━━━ SOURCE MATERIAL

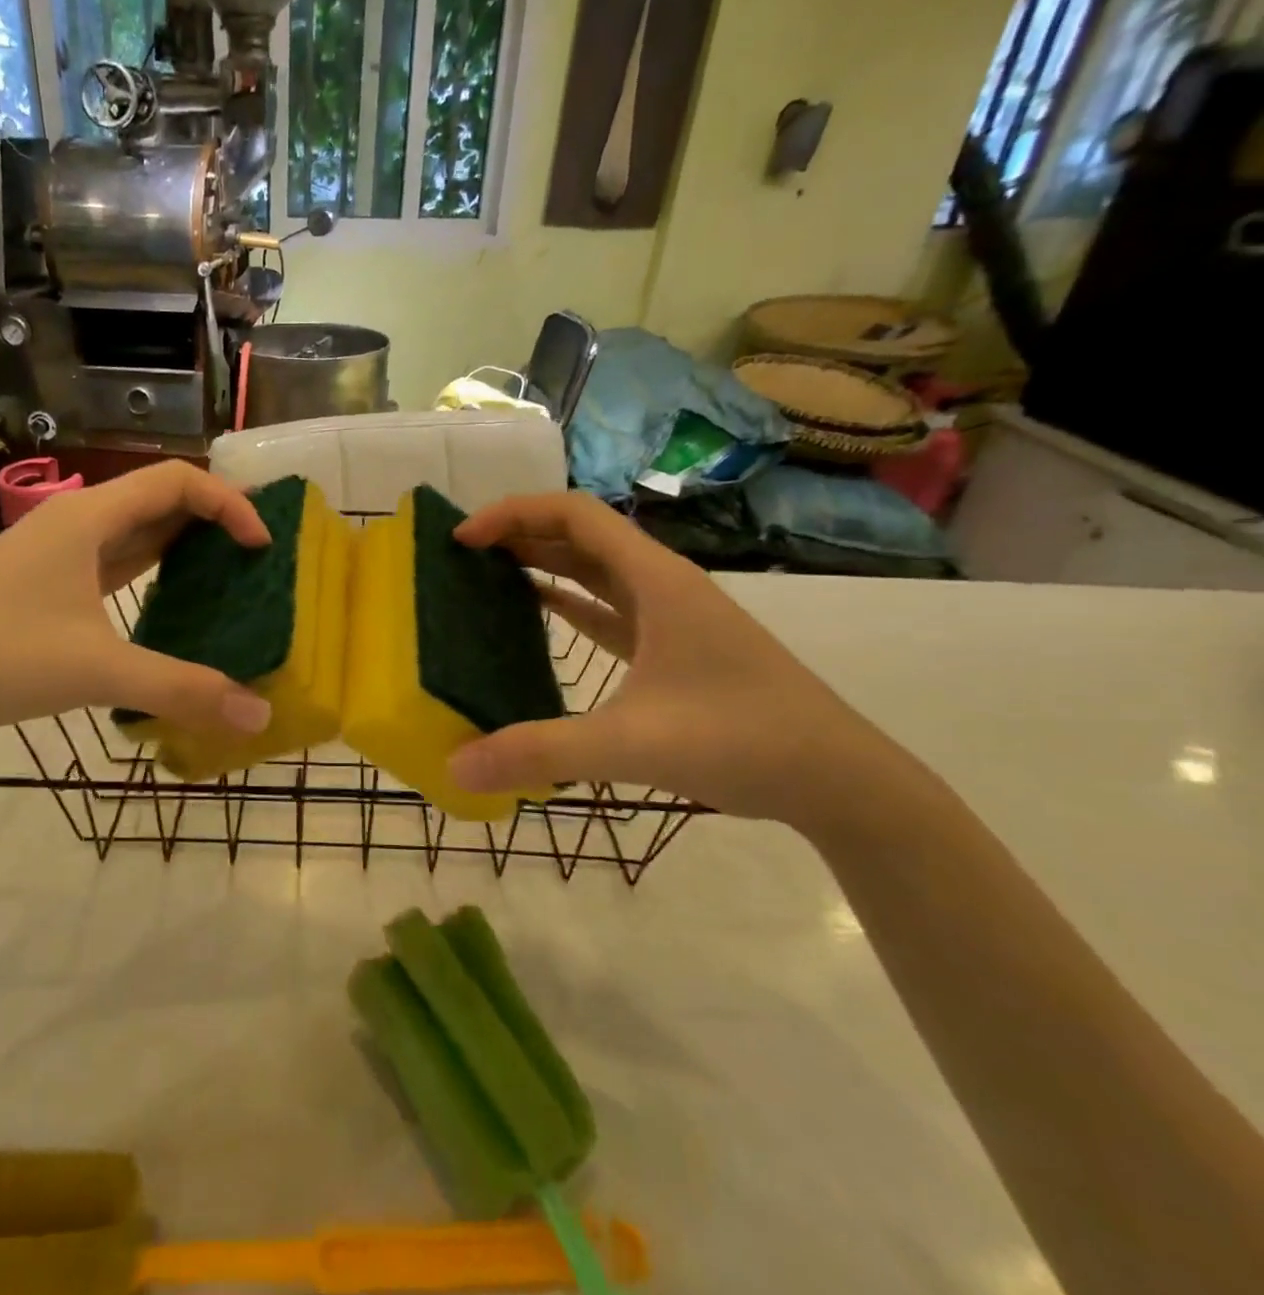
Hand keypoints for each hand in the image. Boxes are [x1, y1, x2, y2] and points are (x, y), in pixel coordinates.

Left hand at [0, 462, 275, 744]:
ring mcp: (57, 550)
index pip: (177, 480)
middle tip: (258, 552)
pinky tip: (171, 595)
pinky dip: (152, 565)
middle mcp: (75, 521)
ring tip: (227, 570)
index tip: (261, 546)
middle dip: (213, 517)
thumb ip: (182, 689)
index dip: (229, 504)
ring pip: (135, 527)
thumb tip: (259, 714)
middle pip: (158, 497)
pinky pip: (115, 557)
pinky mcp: (47, 580)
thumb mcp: (98, 672)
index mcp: (88, 518)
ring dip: (183, 540)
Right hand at [445, 493, 922, 827]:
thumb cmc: (742, 741)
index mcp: (655, 581)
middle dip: (520, 533)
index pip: (574, 515)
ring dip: (543, 562)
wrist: (839, 780)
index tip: (463, 538)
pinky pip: (608, 607)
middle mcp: (662, 585)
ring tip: (487, 572)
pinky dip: (568, 601)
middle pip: (581, 534)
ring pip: (595, 569)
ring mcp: (670, 616)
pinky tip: (538, 612)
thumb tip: (456, 767)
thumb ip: (541, 752)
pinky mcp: (672, 648)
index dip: (513, 514)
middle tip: (461, 553)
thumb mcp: (633, 745)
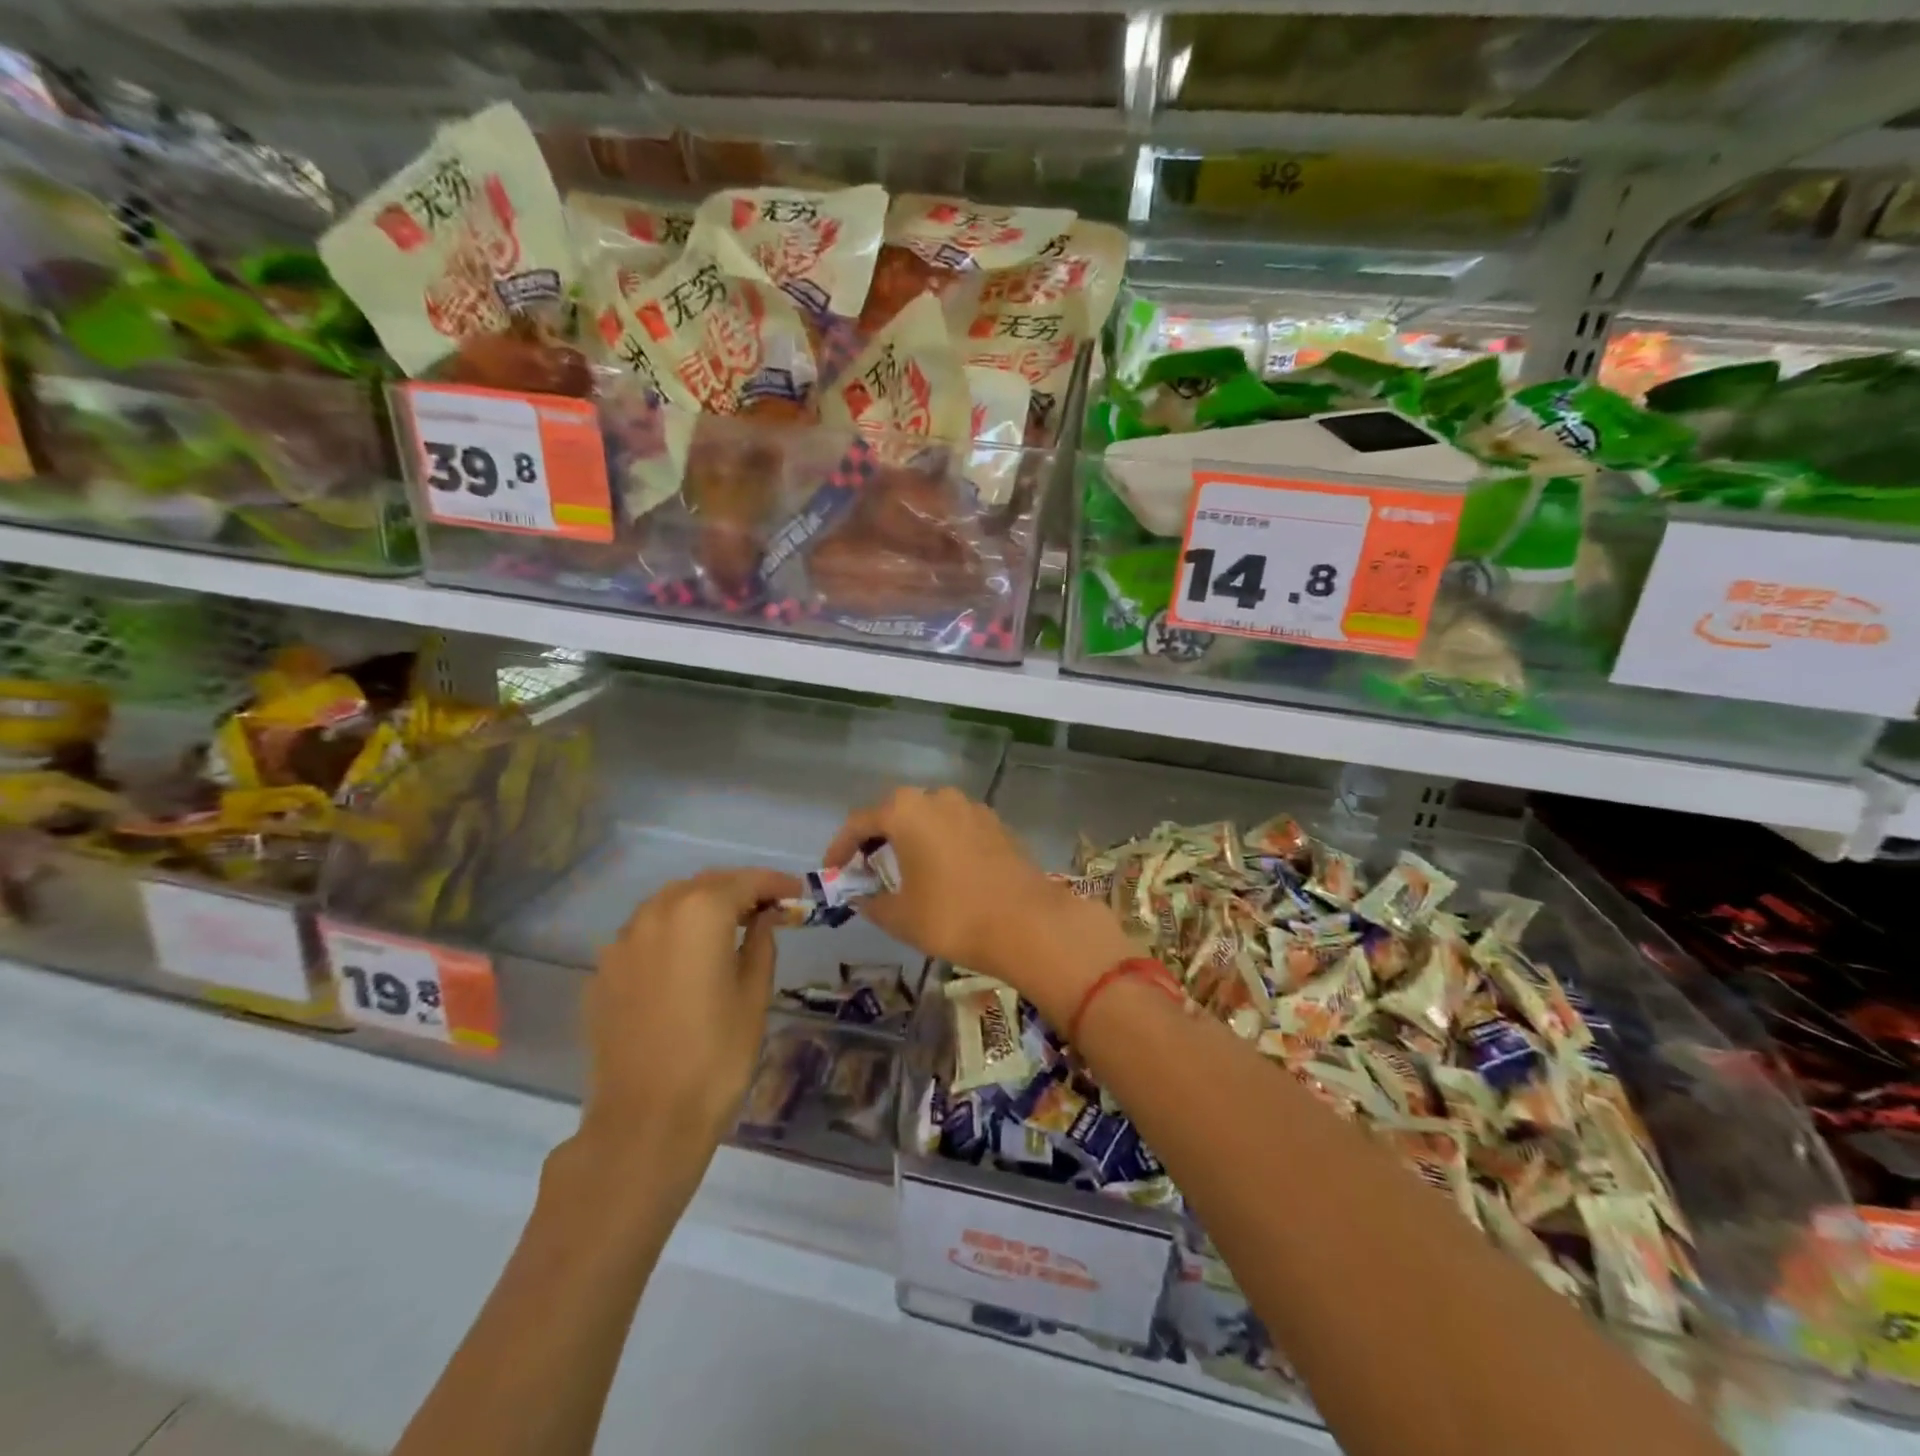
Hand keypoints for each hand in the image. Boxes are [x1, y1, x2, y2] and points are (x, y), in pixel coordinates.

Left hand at [580, 866, 801, 1176]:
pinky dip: (669, 935)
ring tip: (726, 931)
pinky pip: (642, 936)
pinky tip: (684, 962)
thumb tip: (764, 918)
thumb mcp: (754, 995)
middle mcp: (655, 914)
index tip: (796, 893)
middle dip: (736, 891)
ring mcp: (622, 943)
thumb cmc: (716, 1056)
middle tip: (765, 909)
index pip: (744, 881)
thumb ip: (761, 943)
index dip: (774, 884)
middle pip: (703, 885)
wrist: (645, 1122)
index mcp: (700, 913)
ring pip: (667, 905)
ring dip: (699, 908)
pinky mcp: (602, 974)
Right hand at [822, 787, 1134, 1018]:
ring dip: (910, 837)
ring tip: (904, 869)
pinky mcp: (996, 823)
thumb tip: (862, 897)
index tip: (832, 871)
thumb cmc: (952, 916)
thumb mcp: (900, 916)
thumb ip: (872, 902)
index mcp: (905, 811)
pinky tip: (942, 870)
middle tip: (866, 868)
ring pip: (928, 816)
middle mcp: (937, 798)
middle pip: (895, 812)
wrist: (1028, 922)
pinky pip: (955, 826)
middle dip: (876, 838)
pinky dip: (940, 841)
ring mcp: (971, 808)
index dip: (840, 847)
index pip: (860, 822)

━━━━━━

THE TASK: Omit the pictures and write out the lines above from the one with "middle pip: (581, 534)" through the last, unchanged.

TASK OUTPUT:
middle pip: (581, 534)
ring pip: (595, 569)
ring mcp: (670, 616)
pinky tip: (538, 612)
thumb tip: (456, 767)
thumb ip: (541, 752)
pinky mcp: (672, 648)
index dip: (513, 514)
middle tip: (461, 553)
thumb mcp: (633, 745)
Hand keypoints for each hand in the image. Boxes are [x1, y1, x2, y2] and points are (x, y), in pixel coordinates.

Left hand at [580, 866, 801, 1176]:
pinky dip: (669, 935)
ring tip: (726, 931)
pinky pip: (642, 936)
pinky tip: (684, 962)
thumb tip: (764, 918)
thumb mcp: (754, 995)
middle mcp: (655, 914)
index tip: (796, 893)
middle dip: (736, 891)
ring mcp: (622, 943)
thumb cmc: (716, 1056)
middle tip: (765, 909)
index pip: (744, 881)
thumb ip: (761, 943)
index dip: (774, 884)
middle pip: (703, 885)
wrist: (645, 1122)
index mcp: (700, 913)
ring pip: (667, 905)
ring dip: (699, 908)
pinky mcp: (602, 974)
Right hand at [822, 787, 1134, 1018]:
ring dip: (910, 837)
ring tip: (904, 869)
pinky mcp: (996, 823)
thumb tip: (862, 897)
index tip: (832, 871)
thumb cmc: (952, 916)
thumb mcp: (900, 916)
thumb ip: (872, 902)
index mcp: (905, 811)
pinky tip: (942, 870)
middle tip: (866, 868)
ring pip: (928, 816)
middle mcp: (937, 798)
middle pip: (895, 812)
wrist: (1028, 922)
pinky pip: (955, 826)
middle dip: (876, 838)
pinky dip: (940, 841)
ring mcp: (971, 808)
index dip: (840, 847)
index pip: (860, 822)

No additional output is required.